Simulation - Maxim Docs

What is simulation?

Simulation runs AI-simulated multi-turn conversations. An AI user generates follow-up messages based on your scenario and persona; your prompt, workflow, or output function responds each turn. Use with_simulation_config() to configure max_turns, persona or a custom simulator, and more. Your data must include a Scenario column (or map it via data_structure).

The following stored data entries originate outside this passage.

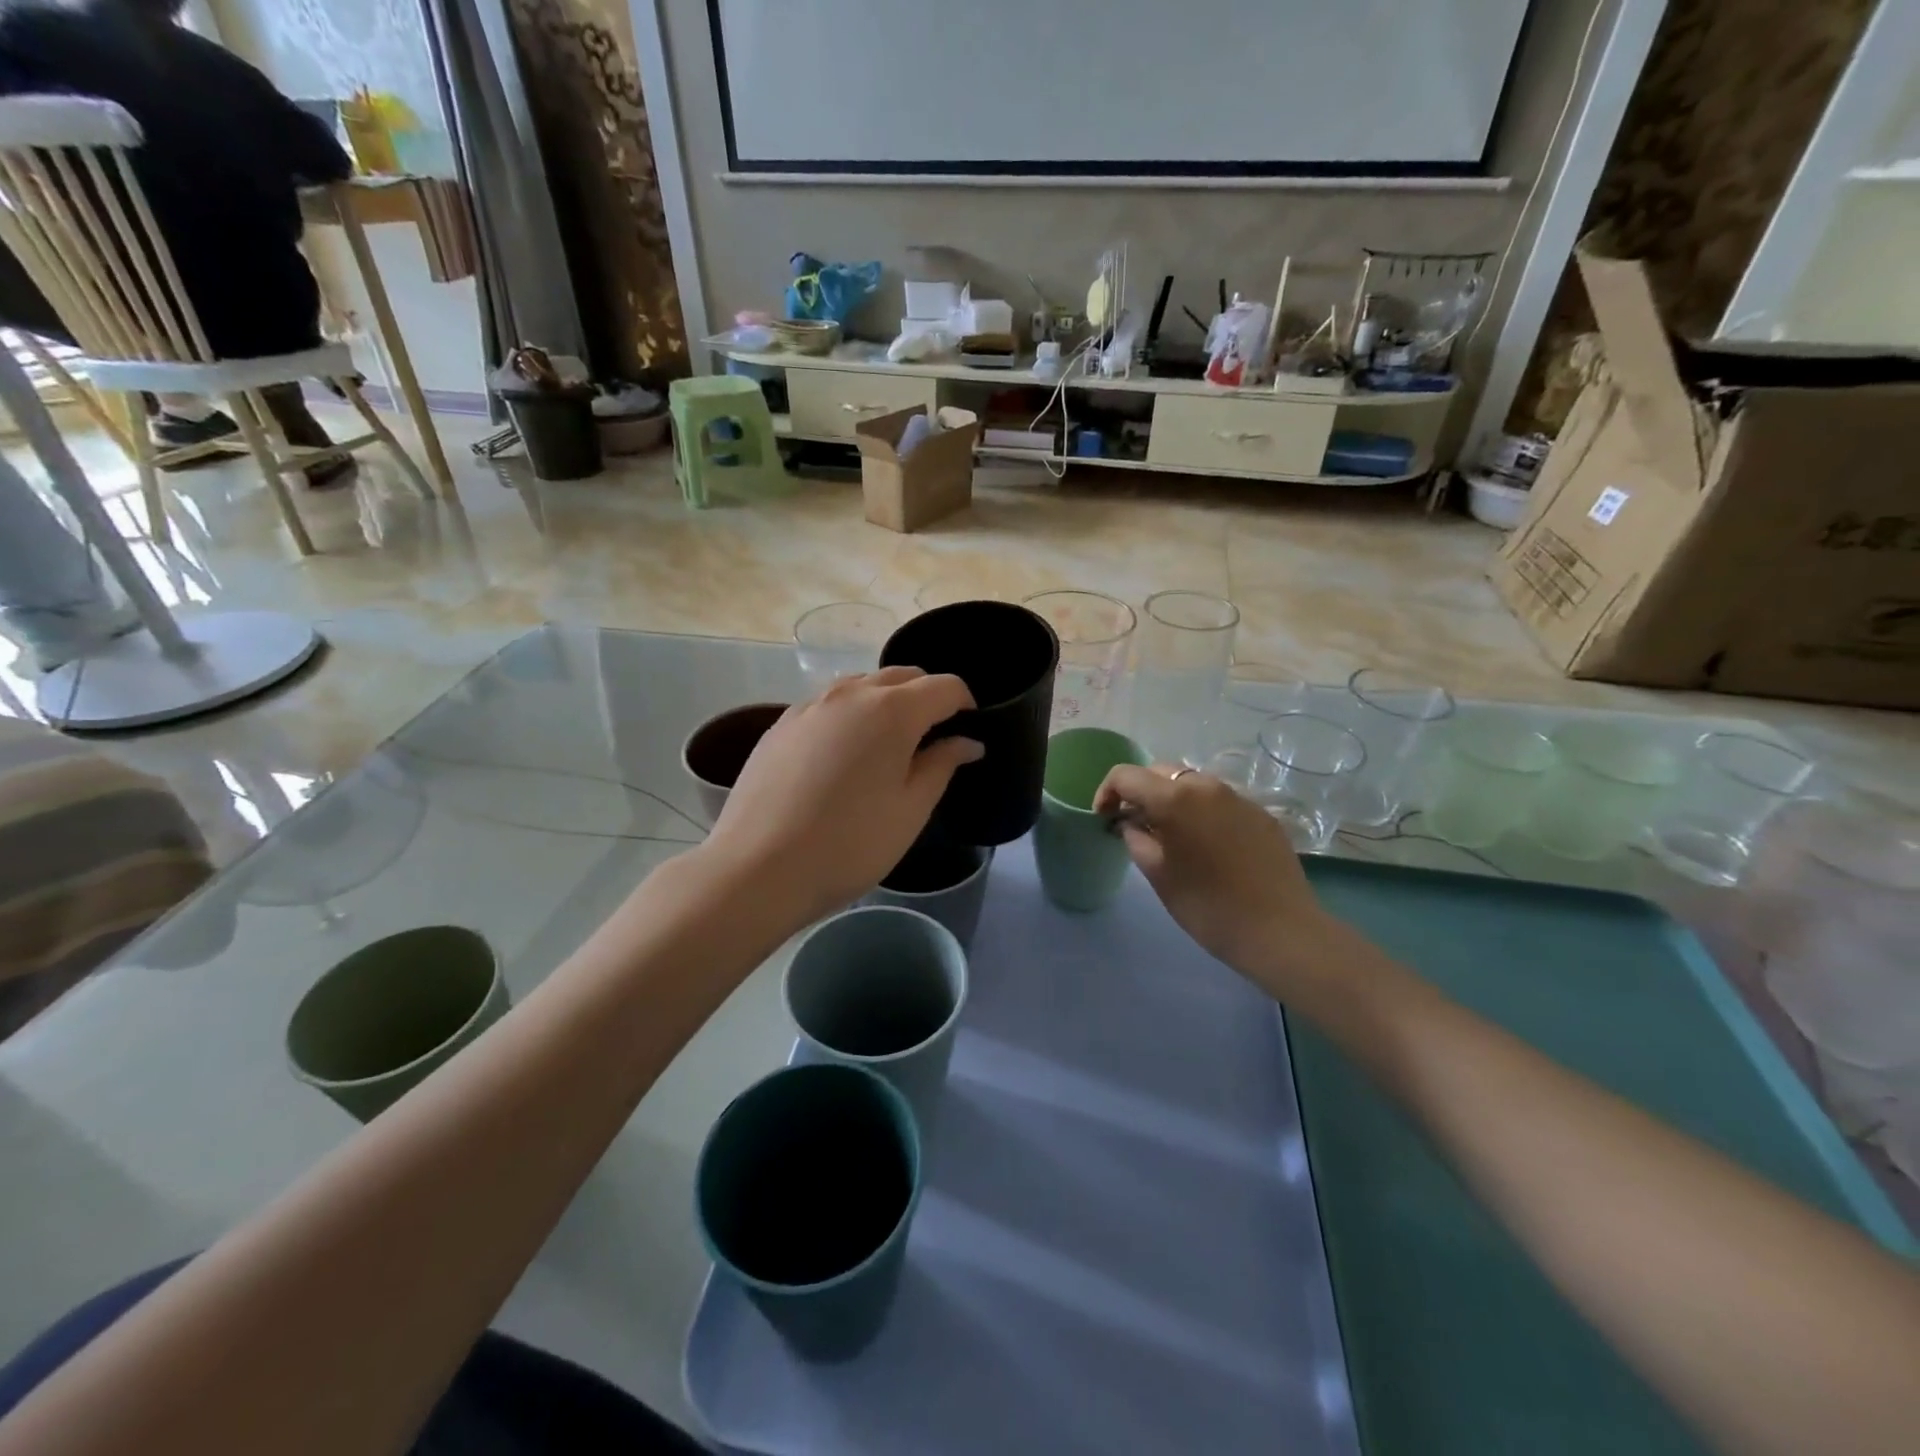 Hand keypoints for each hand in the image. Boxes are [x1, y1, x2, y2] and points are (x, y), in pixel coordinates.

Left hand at [702, 668, 981, 923]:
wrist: (759, 868)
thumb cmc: (850, 844)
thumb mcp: (911, 810)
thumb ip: (942, 765)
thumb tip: (967, 742)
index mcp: (892, 710)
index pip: (945, 686)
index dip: (966, 704)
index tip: (969, 731)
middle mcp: (851, 693)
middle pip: (902, 676)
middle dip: (926, 697)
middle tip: (933, 739)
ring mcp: (810, 706)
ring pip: (861, 686)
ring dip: (886, 702)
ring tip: (888, 747)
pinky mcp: (781, 725)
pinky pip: (828, 706)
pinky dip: (850, 717)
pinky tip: (842, 758)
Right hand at [1093, 763, 1335, 993]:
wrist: (1280, 931)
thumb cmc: (1207, 906)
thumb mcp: (1158, 874)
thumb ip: (1136, 838)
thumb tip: (1130, 823)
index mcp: (1175, 798)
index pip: (1126, 775)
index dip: (1107, 792)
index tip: (1105, 818)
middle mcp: (1206, 786)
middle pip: (1160, 772)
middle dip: (1140, 792)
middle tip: (1134, 825)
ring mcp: (1238, 798)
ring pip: (1192, 784)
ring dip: (1172, 799)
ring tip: (1170, 835)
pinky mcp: (1261, 814)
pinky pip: (1220, 802)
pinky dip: (1202, 812)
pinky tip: (1206, 846) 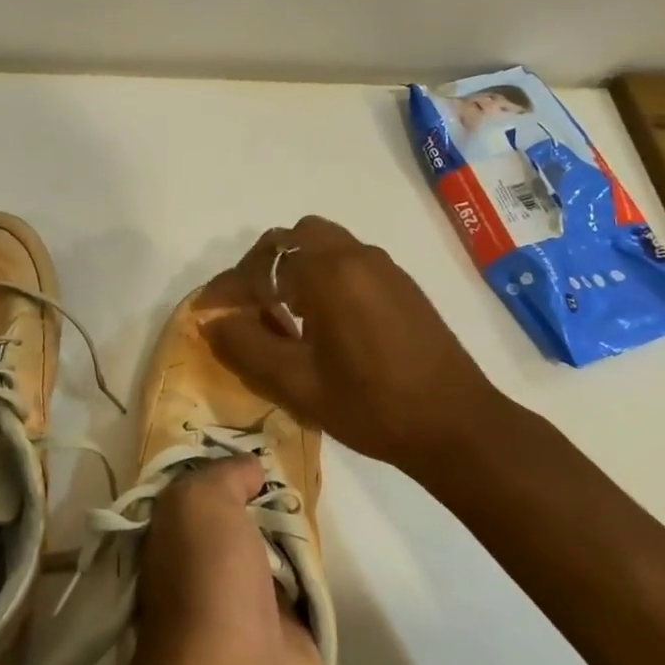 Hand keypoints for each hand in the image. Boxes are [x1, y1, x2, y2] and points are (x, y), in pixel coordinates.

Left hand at [126, 456, 325, 664]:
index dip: (227, 465)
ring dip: (298, 528)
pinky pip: (307, 585)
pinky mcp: (290, 633)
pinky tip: (335, 541)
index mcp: (176, 535)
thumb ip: (224, 476)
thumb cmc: (208, 584)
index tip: (261, 441)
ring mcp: (250, 600)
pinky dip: (319, 568)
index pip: (201, 488)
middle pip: (244, 514)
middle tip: (304, 463)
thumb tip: (251, 468)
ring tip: (326, 490)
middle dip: (270, 493)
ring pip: (277, 547)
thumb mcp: (202, 504)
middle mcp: (207, 562)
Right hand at [202, 216, 513, 472]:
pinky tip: (322, 321)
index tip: (207, 313)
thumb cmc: (371, 406)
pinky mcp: (402, 284)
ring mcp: (384, 267)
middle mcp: (356, 256)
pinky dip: (322, 276)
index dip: (227, 289)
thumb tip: (213, 321)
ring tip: (284, 315)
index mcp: (328, 273)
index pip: (261, 264)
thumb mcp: (296, 384)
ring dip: (294, 270)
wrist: (457, 426)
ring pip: (323, 245)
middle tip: (249, 308)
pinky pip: (348, 261)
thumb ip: (246, 346)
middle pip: (293, 239)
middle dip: (263, 268) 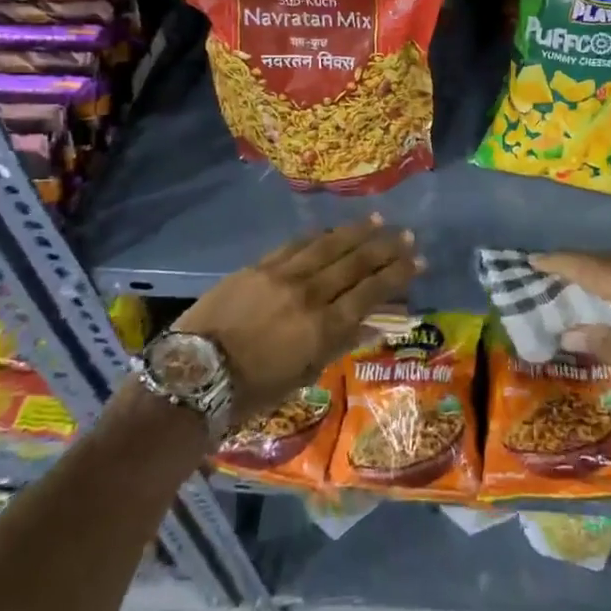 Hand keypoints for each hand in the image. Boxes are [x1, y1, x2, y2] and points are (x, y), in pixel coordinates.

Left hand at [177, 216, 421, 421]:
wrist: (192, 376)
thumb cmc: (252, 390)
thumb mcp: (303, 375)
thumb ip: (339, 343)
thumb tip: (374, 323)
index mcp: (324, 327)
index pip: (371, 291)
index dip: (398, 274)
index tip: (418, 261)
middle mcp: (310, 294)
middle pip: (356, 263)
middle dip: (386, 248)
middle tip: (408, 235)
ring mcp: (283, 275)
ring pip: (329, 245)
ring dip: (357, 232)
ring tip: (379, 220)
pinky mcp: (259, 266)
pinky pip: (296, 244)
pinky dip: (319, 235)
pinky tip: (332, 229) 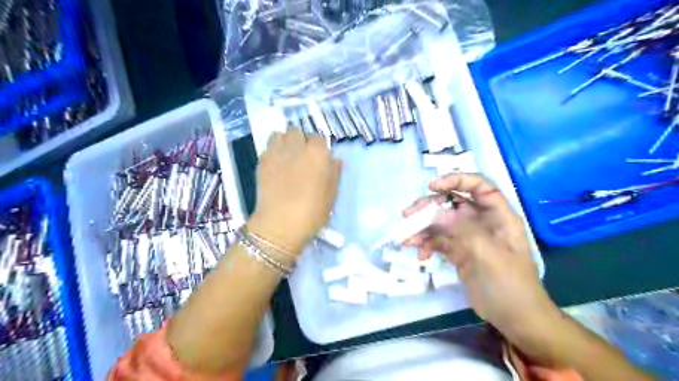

Simulation with prompts or workflows

Run simulation against a prompt or workflow on the Maxim platform. Use with_prompt_version_id() when testing prompts, or with_workflow_id() when testing workflows:

from maxim import Maxim, Config
from maxim.models import SimulationConfig, Data

maxim = Maxim(Config(api_key="...", base_url="..."))

data_structure = {
    "Scenario": "SCENARIO",
    "Expected Steps": "EXPECTED_STEPS"
}

manual_data: Data = [
    {
        "Scenario": "Question about Pale Blue Dot",
        "Expected Steps": "1. What is the Pale Blue Dot? 2. The 'Pale Blue Dot' refers to an image of Earth taken by the Voyager 1 spacecraft from a distance of about 3.7 billion miles. In 'Cosmos,' Carl Sagan reflects on the image to illustrate the fragility and insignificance of Earth in the vastness of the universe, emphasizing the need for humility and unity among humanity.",
    },
]

# For prompts:
result = (
    maxim.create_test_run("Simulation Test", workspace_id)
    .with_data_structure(data_structure)
    .with_simulation_config(SimulationConfig(max_turns=6))
    .with_prompt_version_id(prompt_version_id)
    .with_data(manual_data)
    .with_evaluators("Bias")
    .run()
)

# For workflows: use .with_workflow_id(workflow_id) instead of .with_prompt_version_id(...)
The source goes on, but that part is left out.